The impact of the coronavirus crisis on the job prospects of young people is a problem that knows no borders.

However, it is important to understand that the impact of the coronavirus crisis on the job prospects of young people is a problem that knows no borders. In May, the International Labor Organization warned us, in the fourth edition of its Observatory COVID19 and the world of work, that nearly 73 million young people worldwide had already lost their jobs as a result of the crisis, and that the working hours of young people who had managed to keep their jobs had gone down by 23 percent, which is a serious descend for a segment of the workforce whose underemployment rate due to insufficient hours already doubled that of their adult colleagues before the crisis.

Furthermore, it is not only that the pandemic destroys youth jobs, but it also affects their employability in the medium and long term, since both technical and vocational education, as well as on-the-job training, have been affected in a very adverse way, and this, in turn, may end up diminishing the career opportunities and income of young people in the future. In this sense, a recent survey by the ILO, UNESCO, and the World Bank revealed the enormous proportion of technical and vocational training centers that have closed in whole or in part these months. The added problem is that these measures tend to harm young people in less developed countries as well as members of less favored segments of society, so many of these young people will likely finish their studies with some delay, or they will abandon education. If we add to this the obstacles the pandemic places in the path of young people seeking to enter the labor market or change jobs, we may see an increase in the number of young people who do not have a job or participate in no educational or training activity, worsening another problem we already had before the crisis.

It is possible that, once the pandemic is over, many of these young people will continue to bear the consequences of having entered the labor market at a time like this.
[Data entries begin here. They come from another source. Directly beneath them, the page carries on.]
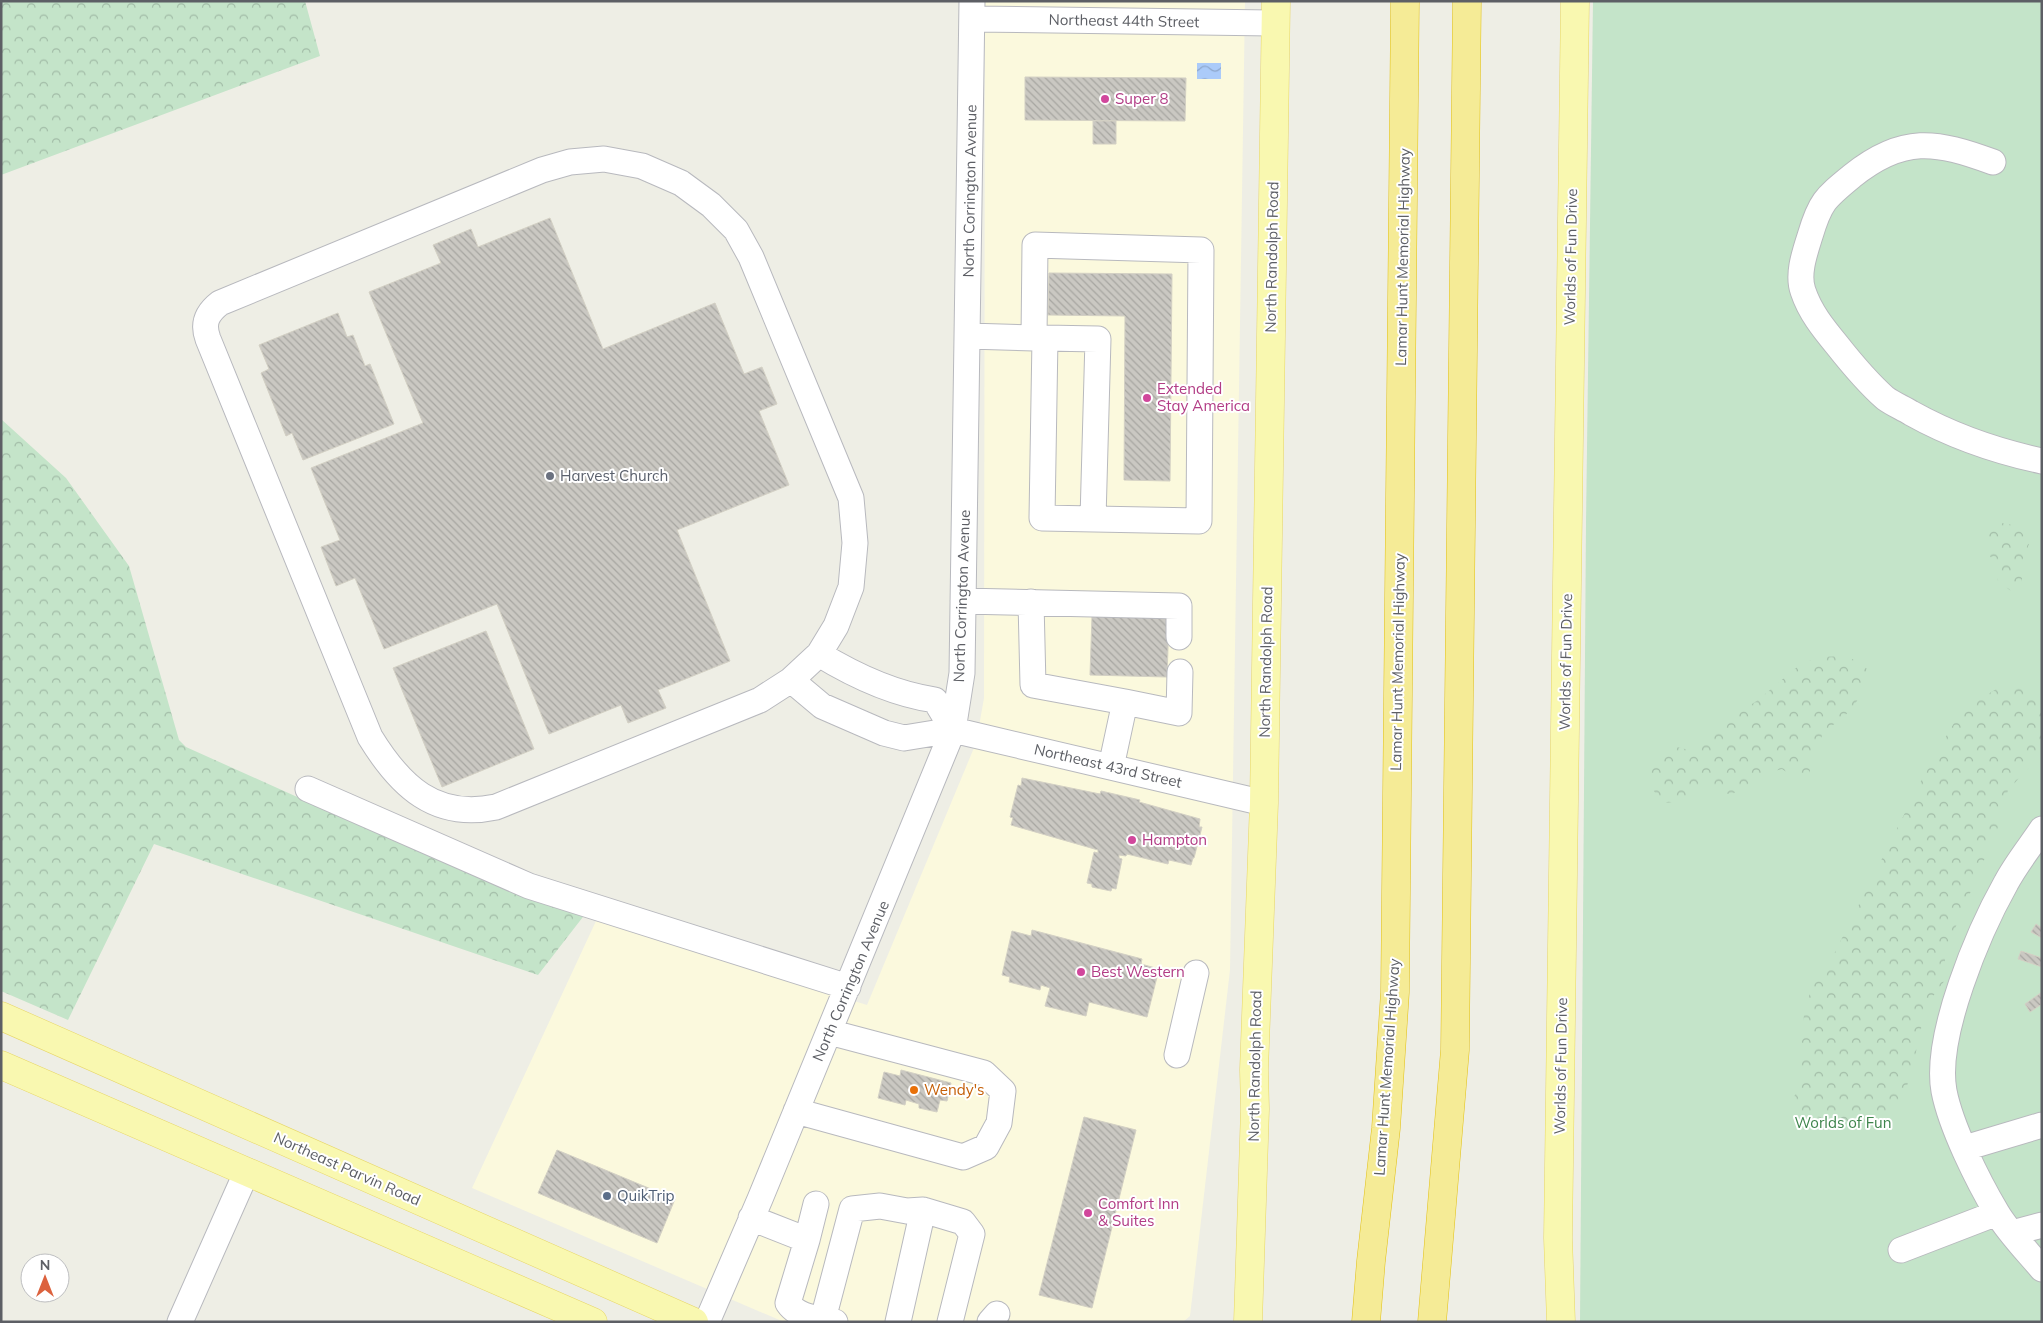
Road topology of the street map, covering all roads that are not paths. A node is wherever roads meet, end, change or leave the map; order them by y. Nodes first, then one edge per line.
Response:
1 (1405, 1) edge
2 (1467, 1) edge
3 (1575, 1) edge
4 (972, 10) edge
5 (1275, 12) edge
6 (1993, 162) dead end
7 (968, 336) junction
8 (1039, 338) junction
9 (2042, 462) edge
10 (1093, 519) junction
11 (963, 601) junction
12 (1031, 602) junction
13 (1179, 637) dead end
14 (819, 654) junction
15 (1180, 672) dead end
16 (791, 680) junction
17 (1126, 702) junction
18 (953, 730) junction
19 (1111, 767) junction
20 (308, 789) dead end
21 (1264, 803) junction
22 (2042, 829) edge
23 (1196, 973) dead end
24 (848, 987) junction
25 (1, 1016) edge
26 (829, 1032) junction
27 (1177, 1055) dead end
28 (1, 1065) edge
29 (796, 1111) junction
30 (231, 1117) junction
31 (2042, 1125) edge
32 (1965, 1148) junction
33 (214, 1157) junction
34 (246, 1171) junction
35 (816, 1204) dead end
36 (920, 1210) junction
37 (751, 1218) junction
38 (2005, 1223) junction
39 (2042, 1225) edge
40 (1558, 1238) junction
41 (806, 1240) junction
42 (1901, 1250) dead end
43 (2042, 1269) edge
44 (829, 1320) edge
45 (180, 1322) edge
46 (593, 1322) edge
47 (694, 1322) edge
48 (707, 1322) edge
49 (898, 1322) edge
50 (950, 1322) edge
51 (1248, 1322) edge
52 (1366, 1322) edge
53 (1432, 1322) edge
54 (1542, 1322) edge
55 (1561, 1322) edge

1 - 52 highway, Lamar Hunt Memorial Highway
2 - 53 highway
3 - 40 main road, Worlds of Fun Drive
4 - 5 street, Northeast 44th Street
4 - 7 street, North Corrington Avenue
5 - 21 main road, North Randolph Road
6 - 9 street
7 - 8 street
7 - 11 street, North Corrington Avenue
8 - 10 street
8 - 10 street
8 - 10 street
11 - 12 street
11 - 18 street, North Corrington Avenue
12 - 13 street
12 - 17 street
14 - 16 street
14 - 16 street
14 - 18 street
15 - 17 street
16 - 18 street
17 - 19 street
18 - 19 street, Northeast 43rd Street
18 - 24 street, North Corrington Avenue
19 - 21 street, Northeast 43rd Street
20 - 24 street
21 - 51 main road, North Randolph Road
22 - 32 street
23 - 27 street
24 - 26 street, North Corrington Avenue
25 - 30 main road, Northeast Parvin Road
26 - 29 street, North Corrington Avenue
26 - 29 street
28 - 33 main road
29 - 37 street, North Corrington Avenue
30 - 33 main road
30 - 47 main road, Northeast Parvin Road
31 - 32 street
32 - 38 street
33 - 34 main road
34 - 45 street
34 - 46 main road
35 - 41 street
36 - 44 street
36 - 49 street
36 - 50 street
37 - 41 street
37 - 48 street, North Corrington Avenue
38 - 39 street
38 - 42 street
38 - 43 street
40 - 54 main road
40 - 55 main road, Worlds of Fun Drive
41 - 44 street

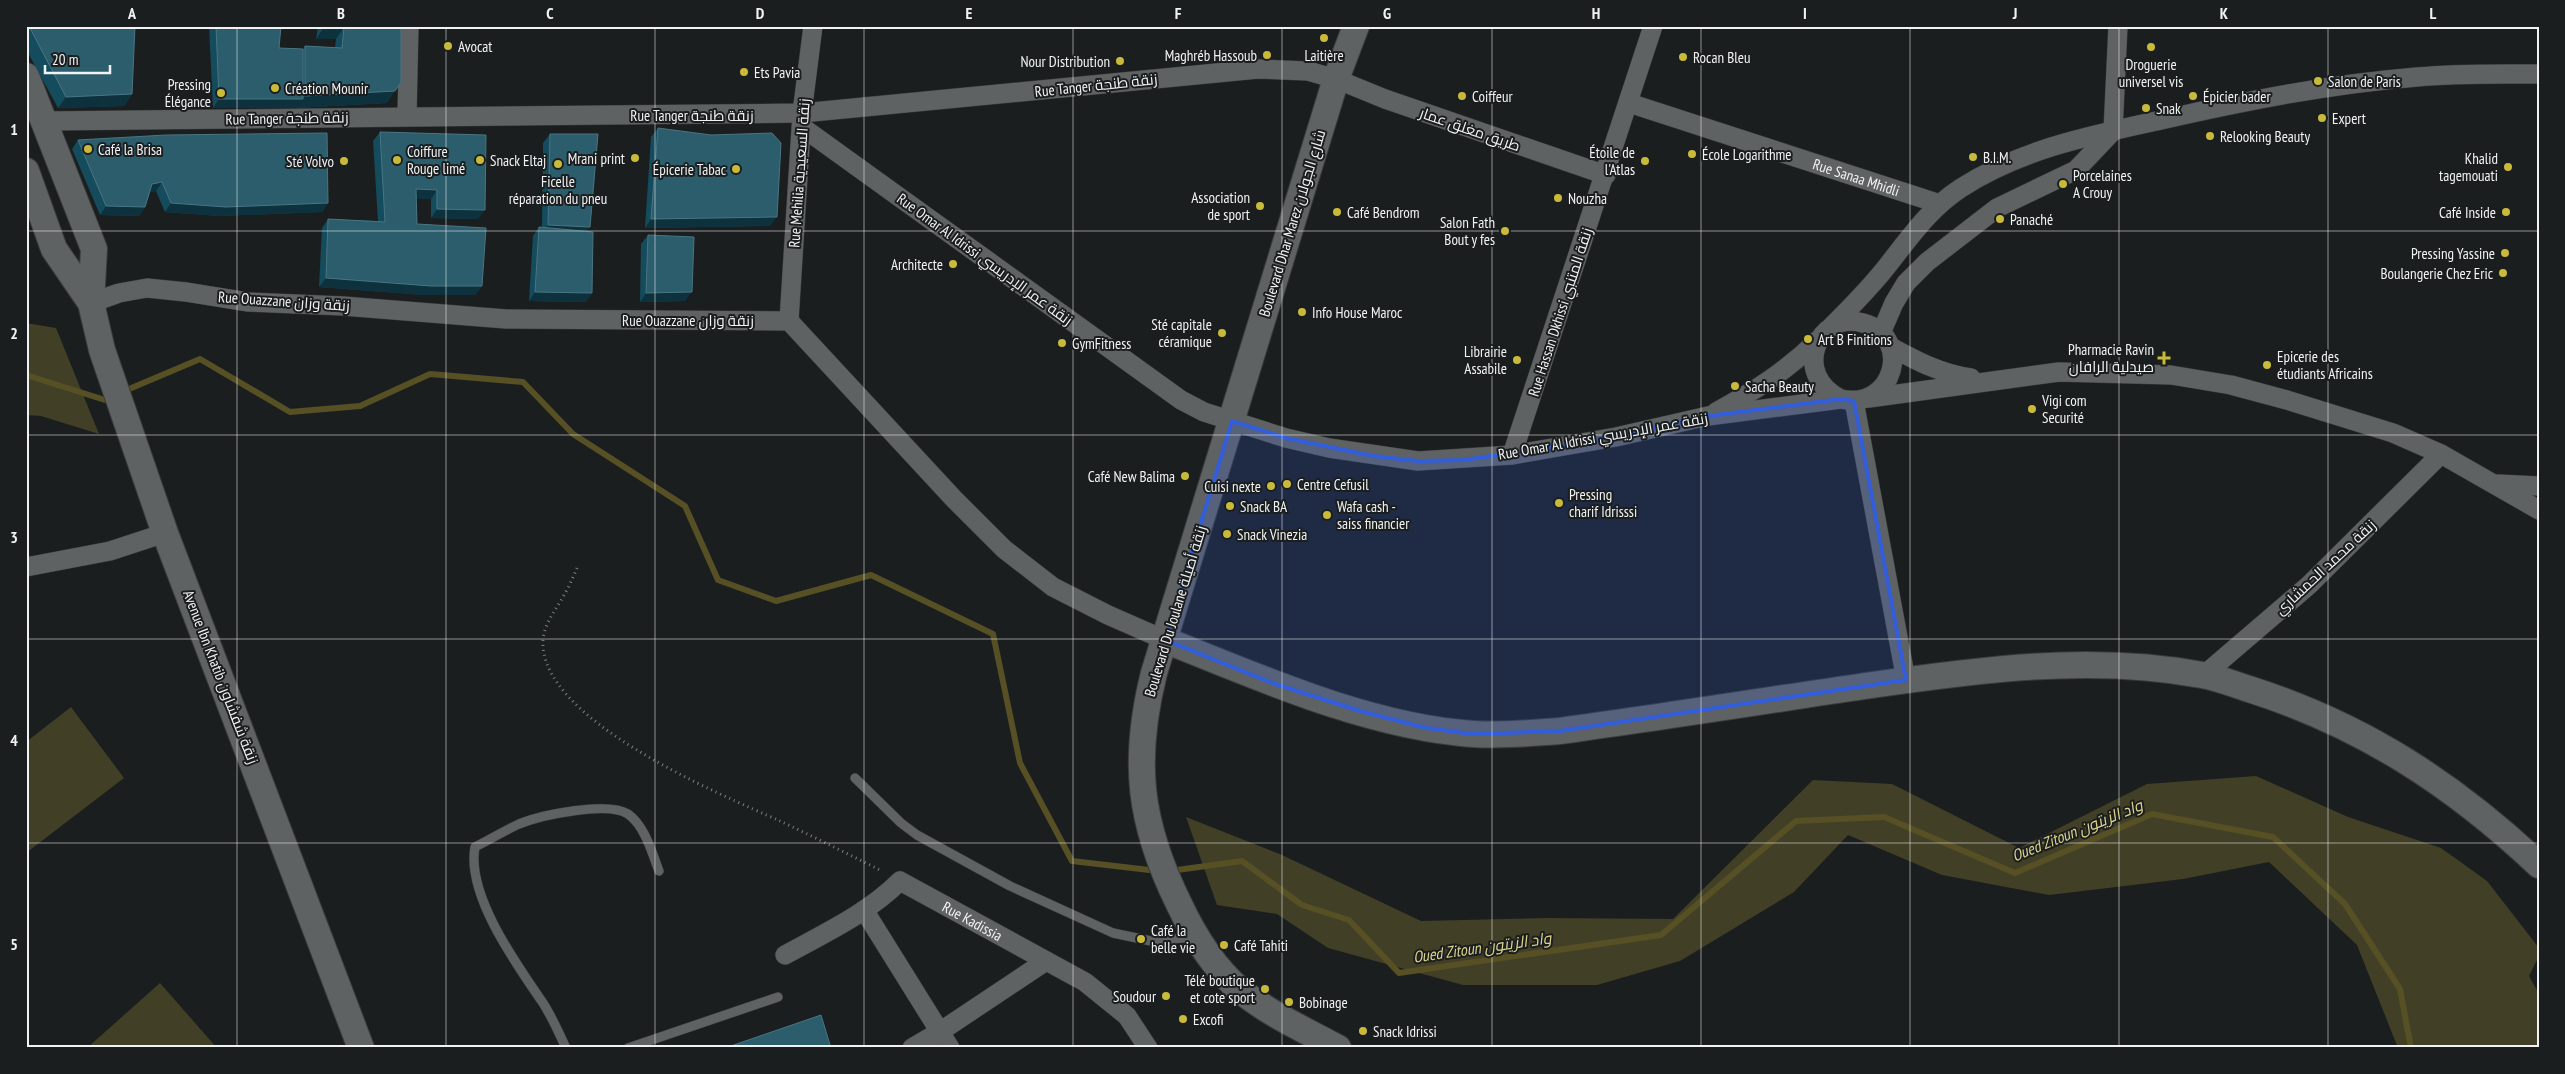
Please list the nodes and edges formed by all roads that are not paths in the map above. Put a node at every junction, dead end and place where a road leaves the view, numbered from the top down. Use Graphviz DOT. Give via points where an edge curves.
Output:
graph roads {
  1 [pos="409,26"];
  2 [pos="813,26"];
  3 [pos="1356,26"];
  4 [pos="1653,26"];
  5 [pos="2118,26"];
  6 [pos="2539,74"];
  7 [pos="26,76"];
  8 [pos="1336,79"];
  9 [pos="1629,103"];
  10 [pos="407,116"];
  11 [pos="802,120"];
  12 [pos="45,121"];
  13 [pos="2113,131"];
  14 [pos="26,171"];
  15 [pos="1606,175"];
  16 [pos="1940,204"];
  17 [pos="91,303"];
  18 [pos="789,321"];
  19 [pos="1825,334"];
  20 [pos="1886,340"];
  21 [pos="1990,380"];
  22 [pos="1855,399"];
  23 [pos="1708,416"];
  24 [pos="1232,421"];
  25 [pos="2441,454"];
  26 [pos="1512,455"];
  27 [pos="2496,484"];
  28 [pos="2539,486"];
  29 [pos="2539,510"];
  30 [pos="165,533"];
  31 [pos="26,567"];
  32 [pos="1165,640"];
  33 [pos="2204,675"];
  34 [pos="1906,680"];
  35 [pos="855,778"];
  36 [pos="2539,865"];
  37 [pos="660,871"];
  38 [pos="864,910"];
  39 [pos="1191,928"];
  40 [pos="785,955"];
  41 [pos="1046,961"];
  42 [pos="778,996"];
  43 [pos="941,1031"];
  44 [pos="361,1048"];
  45 [pos="566,1048"];
  46 [pos="628,1048"];
  47 [pos="912,1048"];
  48 [pos="950,1048"];
  49 [pos="1148,1048"];
  50 [pos="1338,1048"];
  1 -- 10 [label="street"];
  2 -- 11 [label="street, Rue Mehilia زنقة السعيدية"];
  3 -- 8 [label="street, Boulevard Dhar Marez شارع الجولان"];
  4 -- 9 [label="street, Rue Hassan Dkhissi زنقة المتنبي"];
  5 -- 13 [label="street"];
  6 -- 13 [label="street" via="2417,76 2330,87 2253,100"];
  7 -- 12 [label="street, Avenue Ibn Khatib زنقة شفشاون"];
  8 -- 11 [label="street, Rue Tanger زنقة طنجة" via="1308,71 1258,70"];
  8 -- 15 [label="street, طريق مغلق عمار" via="1384,99"];
  8 -- 24 [label="street, Boulevard Dhar Marez شارع الجولان"];
  9 -- 15 [label="street, Rue Hassan Dkhissi زنقة المتنبي"];
  9 -- 16 [label="street, Rue Sanaa Mhidli"];
  10 -- 11 [label="street, Rue Tanger زنقة طنجة"];
  10 -- 12 [label="street, Rue Tanger زنقة طنجة"];
  11 -- 18 [label="street, Rue Mehilia زنقة السعيدية"];
  11 -- 24 [label="street, Rue Omar Al Idrissi زنقة عمر الإدريسي" via="1158,385 1204,412"];
  12 -- 17 [label="street, Avenue Ibn Khatib زنقة شفشاون" via="94,249"];
  13 -- 16 [label="street" via="2021,157 1983,175"];
  13 -- 20 [label="street" via="2076,170 1997,208 1927,262 1906,283 1894,302"];
  14 -- 17 [label="street, Avenue Ibn Khatib زنقة شفشاون" via="54,249"];
  15 -- 26 [label="street, Rue Hassan Dkhissi زنقة المتنبي"];
  16 -- 19 [label="street" via="1860,299"];
  17 -- 18 [label="street, Rue Ouazzane زنقة وزان" via="146,288 248,302 506,319"];
  17 -- 30 [label="street, Avenue Ibn Khatib زنقة شفشاون" via="102,350"];
  18 -- 32 [label="street" via="1004,549 1053,587"];
  19 -- 20 [label="street" via="1846,322 1856,321 1865,323"];
  19 -- 22 [label="street" via="1815,349 1815,374 1830,394"];
  19 -- 23 [label="street" via="1789,368 1757,390"];
  20 -- 21 [label="street" via="1946,374"];
  20 -- 22 [label="street" via="1893,359 1889,377 1879,392"];
  21 -- 22 [label="street, Rue Omar Al Idrissi زنقة عمر الإدريسي"];
  21 -- 25 [label="street, Rue Omar Al Idrissi زنقة عمر الإدريسي" via="2059,372 2171,375 2287,400 2393,433"];
  22 -- 23 [label="street, Rue Omar Al Idrissi زنقة عمر الإدريسي"];
  22 -- 34 [label="street"];
  23 -- 26 [label="street, Rue Omar Al Idrissi زنقة عمر الإدريسي" via="1616,437"];
  24 -- 26 [label="street, Rue Omar Al Idrissi زنقة عمر الإدريسي" via="1286,438 1374,456 1418,461"];
  24 -- 32 [label="street, Boulevard Du Joulane زنقة أصيلة"];
  25 -- 27 [label="street, Rue Omar Al Idrissi زنقة عمر الإدريسي"];
  25 -- 33 [label="street, زنقة محمد الحمشاري" via="2309,585"];
  27 -- 28 [label="street, Rue Omar Al Idrissi زنقة عمر الإدريسي"];
  27 -- 29 [label="street, Rue Omar Al Idrissi زنقة عمر الإدريسي"];
  30 -- 31 [label="street" via="110,551"];
  30 -- 44 [label="street, Avenue Ibn Khatib زنقة شفشاون"];
  32 -- 34 [label="street" via="1272,683 1360,711 1426,728 1472,734 1560,731"];
  32 -- 39 [label="street, Boulevard Du Joulane زنقة أصيلة" via="1144,712 1141,748 1144,805 1165,876"];
  33 -- 34 [label="street" via="2090,666 2007,668"];
  33 -- 36 [label="street" via="2334,720 2435,779 2487,818"];
  35 -- 39 [label="lane" via="917,835 1010,886 1113,933 1151,941"];
  37 -- 45 [label="lane" via="648,840 629,815 615,808 594,807 520,824 475,847 474,871 503,943 544,1005"];
  38 -- 40 [label="street"];
  38 -- 41 [label="street, Rue Kadissia" via="900,881"];
  38 -- 43 [label="street"];
  39 -- 50 [label="street, Boulevard Du Joulane زنقة أصيلة" via="1220,970 1240,990"];
  41 -- 43 [label="street"];
  41 -- 49 [label="street, Rue Kadissia" via="1085,982 1128,1016"];
  42 -- 46 [label="lane"];
  43 -- 47 [label="street"];
  43 -- 48 [label="street"];
}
And the problems don’t end here. Even the most fortunate young people, those who will gain access to a job in the coming months, will probably do so in more precarious conditions: temporary, less working hours, lower wages, etc. What is worse, it is possible that, once the pandemic is over, many of these young people will continue to bear the consequences of having entered the labor market at a time like this. Particularly in labor markets such as the Spanish one, where the scarcely procyclical nature of wages does not help these young people to recover their level of income after the crisis, nor does the marked duality between permanent and temporary workers, which increases the chances young workers will remain trapped in the secondary job market for a long time, linking one temporary contract after another.

I began this article saying that young people are one of the groups on which the crisis may have the most negative impact from a work perspective, if we do nothing to avoid it. The good news is that we can do things to minimize that impact. However, this requires courageous actions from all the involved agents: companies, governments, educational institutions, and the young people themselves. But still, the first thing we all need to understand is that young people are the workforce and the citizens of tomorrow, and that the future of our society and our economy depends to a large extent on what happens with them today.